9. Lands’ End and Trade Name Impairment
Last week, Lands’ End, Inc. (NASDAQ: LE) announced that it would write down the value of its flagship trade name asset (Lands’ End). Management’s preliminary guidance is for a charge of $90 million to $110 million, which could lower the asset’s value by 20% from $528 million to $418 million. Obviously, a non-cash impairment charge is just that, non-cash, but what does it mean for stakeholders and how is such a charge actually determined?
8. Non-Compete Agreements: The Good, the Bad, and the Ugly
Non-compete agreements are increasingly in the news, though not always in the most favorable of contexts. Proponents argue that such agreements protect firms’ intellectual property and prevent the loss of key employees, customers, suppliers, and trade secrets. Others would suggest that non-competes stifle innovation by limiting competition and employee mobility. In this post, we consider recent examples of non-compete agreements and how they impact value.

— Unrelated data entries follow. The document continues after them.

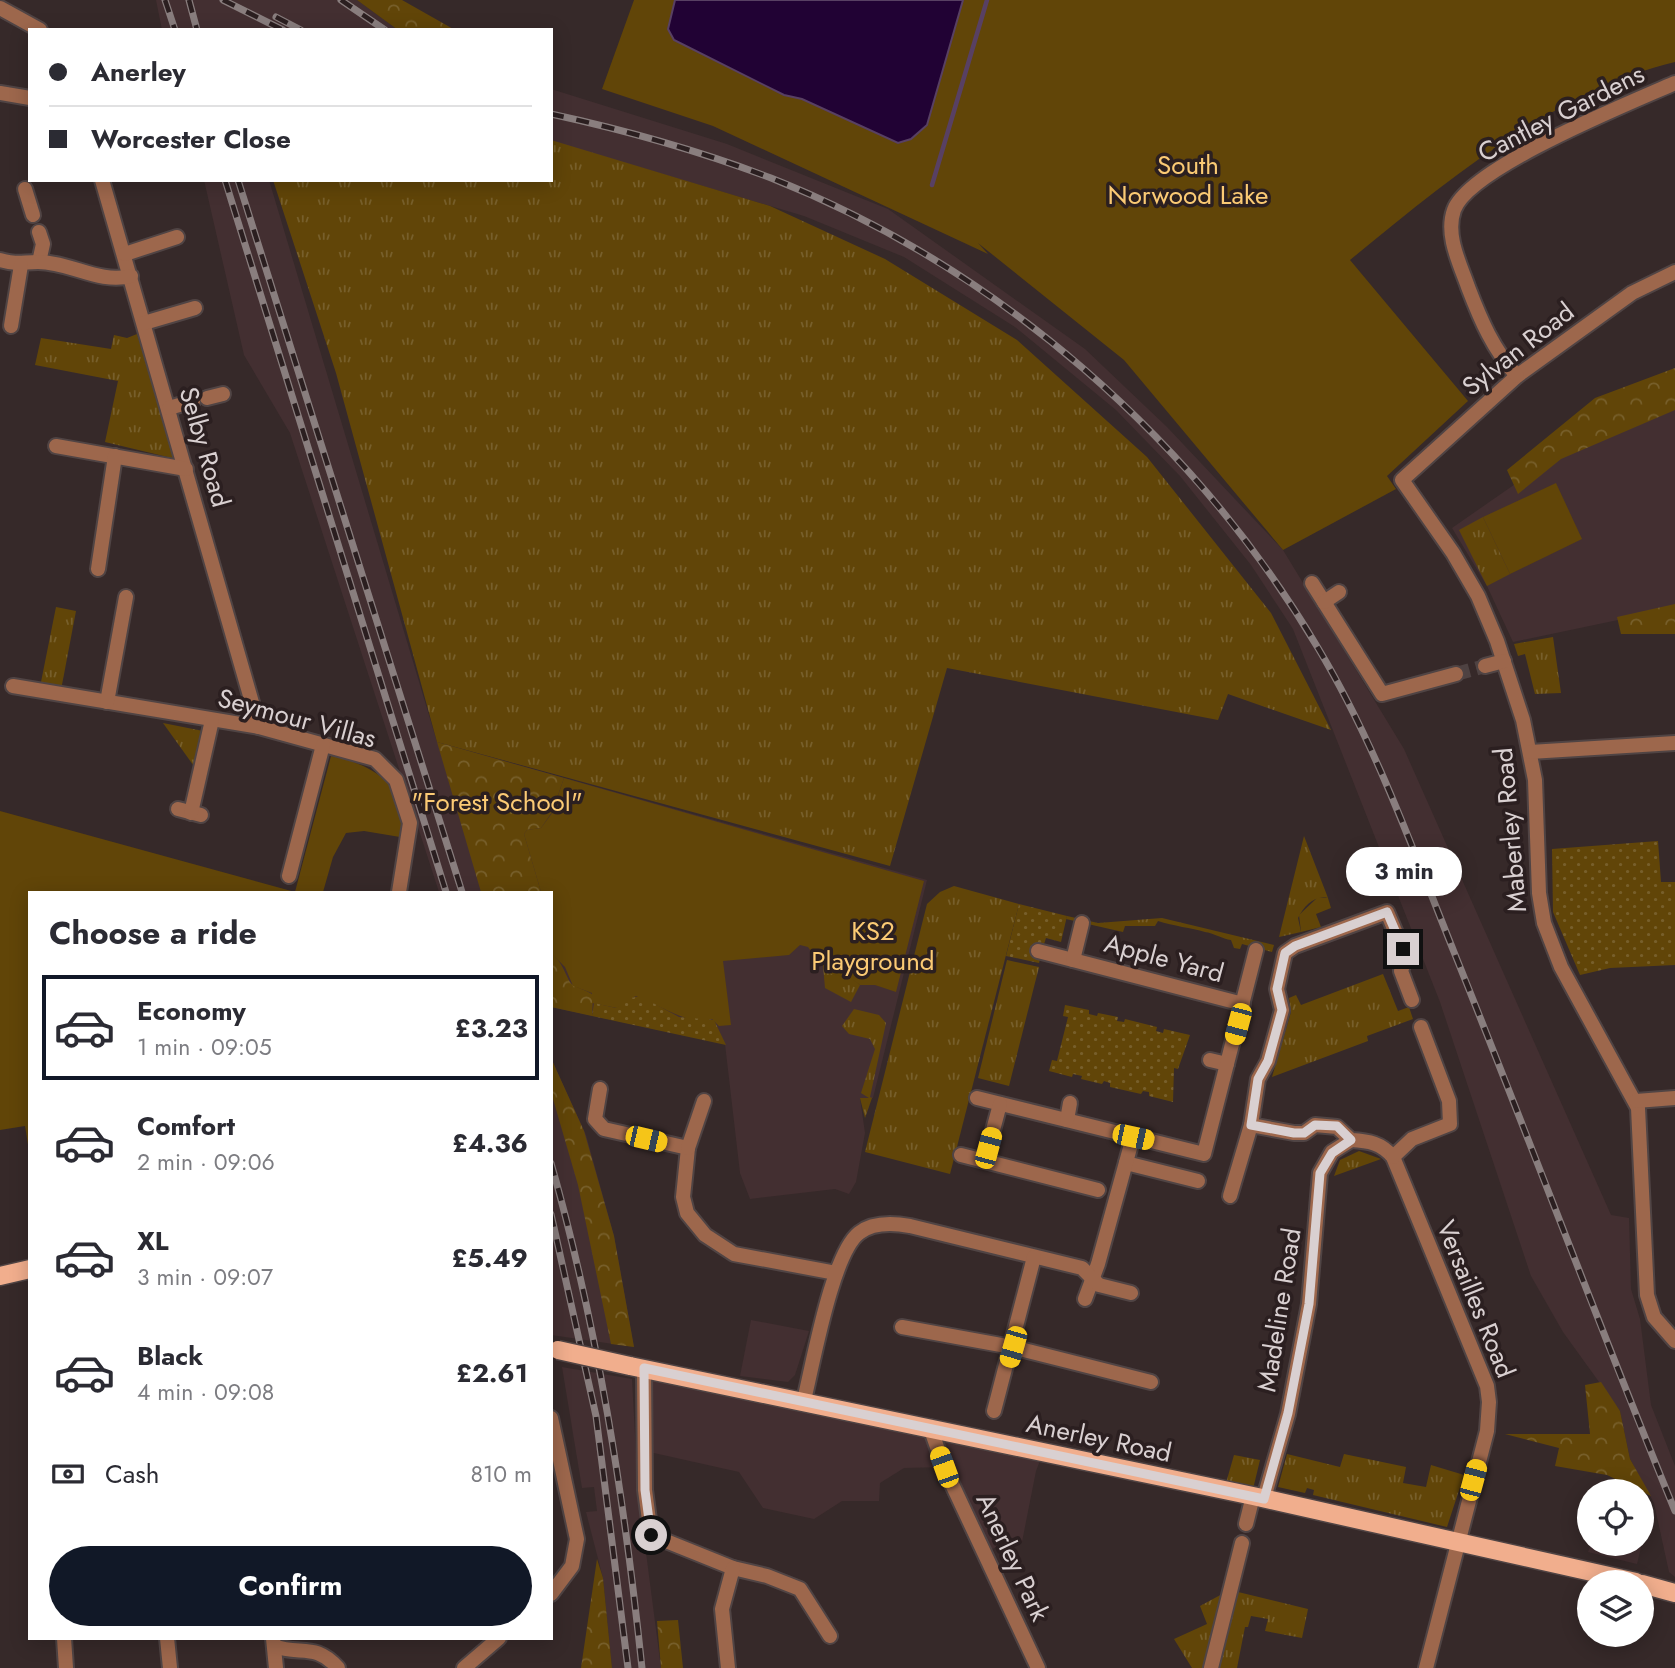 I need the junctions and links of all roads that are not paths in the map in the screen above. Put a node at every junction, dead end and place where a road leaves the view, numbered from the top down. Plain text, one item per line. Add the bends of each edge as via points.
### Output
1 (0, 8) edge
2 (36, 28) edge
3 (1675, 83) edge
4 (0, 93) edge
5 (28, 98) edge
6 (103, 182) edge
7 (25, 189) dead end
8 (33, 215) dead end
9 (39, 232) dead end
10 (177, 237) dead end
11 (124, 254) junction
12 (0, 260) edge
13 (39, 262) junction
14 (21, 265) junction
15 (1675, 272) edge
16 (131, 276) junction
17 (195, 308) dead end
18 (144, 323) junction
19 (11, 326) dead end
20 (1517, 376) junction
21 (223, 394) dead end
22 (169, 408) junction
23 (56, 446) dead end
24 (115, 456) junction
25 (186, 469) junction
26 (1402, 480) joint
27 (98, 569) dead end
28 (1312, 583) dead end
29 (1339, 592) dead end
30 (126, 597) dead end
31 (1324, 602) junction
32 (1504, 661) junction
33 (1485, 666) tunnel mouth
34 (1456, 674) tunnel mouth
35 (13, 685) dead end
36 (107, 702) junction
37 (212, 720) junction
38 (259, 727) junction
39 (1675, 743) edge
40 (323, 745) junction
41 (1530, 752) junction
42 (190, 812) dead end
43 (289, 876) dead end
44 (399, 891) edge
45 (1082, 923) dead end
46 (1256, 950) dead end
47 (1038, 951) dead end
48 (1073, 960) junction
49 (1412, 1000) dead end
50 (1243, 1004) junction
51 (1421, 1027) dead end
52 (1210, 1060) dead end
53 (1227, 1064) junction
54 (600, 1089) dead end
55 (977, 1098) dead end
56 (1675, 1098) edge
57 (704, 1101) dead end
58 (1636, 1101) junction
59 (1000, 1104) junction
60 (1070, 1104) dead end
61 (1067, 1120) junction
62 (1251, 1125) junction
63 (1133, 1137) junction
64 (1351, 1140) junction
65 (688, 1149) junction
66 (961, 1155) dead end
67 (1393, 1157) junction
68 (985, 1160) junction
69 (1126, 1163) junction
70 (1198, 1181) dead end
71 (1098, 1190) dead end
72 (1230, 1196) dead end
73 (1034, 1257) junction
74 (28, 1269) edge
75 (836, 1273) junction
76 (1092, 1275) junction
77 (0, 1276) edge
78 (1131, 1293) dead end
79 (1084, 1299) dead end
80 (902, 1327) dead end
81 (1675, 1341) edge
82 (1013, 1347) junction
83 (555, 1350) edge
84 (637, 1367) junction
85 (1150, 1382) dead end
86 (804, 1400) junction
87 (994, 1411) dead end
88 (930, 1427) junction
89 (553, 1436) edge
90 (558, 1482) edge
91 (1259, 1497) junction
92 (1246, 1524) dead end
93 (1242, 1543) dead end
94 (1458, 1544) junction
95 (733, 1568) junction
96 (1580, 1570) edge
97 (1654, 1587) edge
98 (553, 1593) edge
99 (1675, 1593) edge
100 (831, 1636) dead end
101 (64, 1640) edge
102 (167, 1640) edge
103 (497, 1640) edge
104 (273, 1642) edge
105 (66, 1668) edge
106 (170, 1668) edge
107 (276, 1668) edge
108 (338, 1668) edge
109 (464, 1668) edge
110 (727, 1668) edge
111 (1038, 1668) edge
112 (1211, 1668) edge
113 (1426, 1668) edge

1 - 2 street
3 - 20 street, Cantley Gardens via 1535,148 1476,184 1455,208 1454,245 1462,271 1491,342
4 - 5 street
6 - 11 street, Selby Road
7 - 8 street
9 - 13 street via 43,244
10 - 11 street
11 - 16 street, Selby Road
12 - 14 street
13 - 14 street
13 - 16 street via 115,280
14 - 19 street
15 - 20 street, Sylvan Road via 1632,293
16 - 18 street, Selby Road
17 - 18 street
18 - 22 street, Selby Road
20 - 26 street, Sylvan Road
21 - 22 street
22 - 25 street, Selby Road
23 - 24 street
24 - 25 street
24 - 27 street
25 - 38 street, Selby Road
26 - 32 street, Maberley Road via 1478,596
28 - 31 street
29 - 31 street
30 - 36 street
31 - 34 street via 1382,694
32 - 33 street
32 - 41 street, Maberley Road
35 - 36 street, Seymour Villas
36 - 37 street, Seymour Villas
37 - 38 street, Seymour Villas
37 - 42 street
38 - 40 street, Seymour Villas
39 - 41 street
40 - 43 street
40 - 44 street, Seymour Villas via 374,759 396,780 410,823
41 - 58 street, Maberley Road via 1544,923 1567,979
45 - 48 street, Apple Yard
46 - 50 street, Apple Yard
47 - 48 street, Apple Yard
48 - 50 street, Apple Yard
49 - 62 street via 1401,971 1406,957 1387,912 1285,953 1277,989 1282,1010 1268,1061 1258,1079
50 - 53 street, Apple Yard
51 - 67 street via 1449,1101 1450,1124 1412,1139
52 - 53 street
53 - 63 street, Apple Yard via 1204,1154
54 - 65 street via 595,1119 604,1129
55 - 59 street, Apple Yard
56 - 58 street
57 - 65 street
58 - 81 street, Maberley Road via 1647,1295 1654,1317
59 - 61 street, Apple Yard
59 - 68 street
60 - 61 street
61 - 63 street, Apple Yard
62 - 64 street via 1294,1133 1304,1133 1315,1125 1337,1126
62 - 72 street
63 - 69 street
64 - 67 street via 1385,1147
64 - 91 street, Madeline Road via 1332,1153 1320,1173 1309,1304 1288,1413
65 - 75 street via 683,1197 687,1213 705,1235 734,1254
66 - 68 street
67 - 94 street, Versailles Road via 1487,1386 1487,1431
68 - 71 street
69 - 70 street
69 - 76 street
73 - 75 street via 893,1223 860,1232
73 - 76 street via 1082,1268
73 - 82 street
74 - 77 main road
75 - 86 street
76 - 78 street via 1099,1285
76 - 79 street
80 - 82 street
82 - 85 street
82 - 87 street
83 - 84 main road, Anerley Road, bridge
84 - 86 main road, Anerley Road
84 - 95 street via 651,1535
86 - 88 main road, Anerley Road
88 - 91 main road, Anerley Road
88 - 111 street, Anerley Park via 944,1467
89 - 90 street
90 - 98 street via 577,1539 572,1566
91 - 92 street, Madeline Road
91 - 94 main road, Anerley Road
93 - 112 street
94 - 96 main road, Anerley Road
94 - 113 street, Versailles Road
95 - 100 street via 800,1589
95 - 110 street via 722,1609
97 - 99 main road
101 - 105 street
102 - 106 street
103 - 109 street
104 - 107 street
104 - 108 street via 309,1649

7. 2016 Mid-Year Market Review of Public and Private Equity
The first six months of 2016 were eventful for U.S. markets. Worldwide, markets dealt with the continued blight within the oil industry and the shockwave ofUnited Kingdom’s decision to leave the European Union. In the U.S., investors worried over potential Fed interest rate hikes and the inflated unicorn valuations.
6. PCAOB to Focus on M&A and Fair Value in 2016
In July 2016, the PCAOB issued a staff inspection brief to provide information about the plan, scope, and objectives of PCAOB inspections in 2016 of registered audit firms and their audits of issuers. Translation: watch out for these potential landmines when preparing, auditing, or reviewing your firm’s financial statements.
5. FASB Muses on Goodwill Impairments
One question that the FASB has wrestled with over the last few years is if goodwill should be amortized or not. It’s been over a decade since amortization was replaced in favor of a periodic two-step goodwill impairment assessment. Adoption of these provisions has varied greatly. Now, more changes to this system are in the works, as the FASB Board met last week and made a few tentative decisions regarding the accounting for goodwill impairment for public and private entities.
4. A Guide to Reviewing a Purchase Price Allocation Report
A purchase price allocation report should be well documented, concise, and provide sufficient background information. This post enumerates elements of a properly prepared purchase price allocation report.
3. Corporate Finance in 30 Minutes
Corporate finance does not need to be a mystery. In this whitepaper, we have distilled the fundamental principles of corporate finance into an accessible and non-technical primer. Structured around the three key decisions of capital structure, capital budgeting, and dividend policy, the guide is designed to assist directors and shareholders without a finance background to make relevant and meaningful contributions to the most consequential financial decisions all companies must make.
2. 7 Things to Know About the New Lease Accounting Rules
More than ten years in the making, the FASB announced sweeping changes to the accounting for leases earlier this year that will affect nearly all financial statement issuers. Here’s a brief summary of what you need to know about Topic 842.
1. A Layperson’s Guide to the OPM: Everything You Always Wanted to Know About the OPM, But Were Afraid to Ask (Part 1)
The option pricing model, or OPM, is one of the shiniest new tools in the valuation specialist’s toolkit. While specialists have grown accustomed to working with the tool and have faith in the results of its use, many non-specialists remain wary, as the model – and its typical presentation – has all the trappings of a proverbial black box. The purpose of this post is to clarify the fundamental insight underlying the model and illustrate its application so that non-specialist users of valuation reports can gain greater comfort with the model.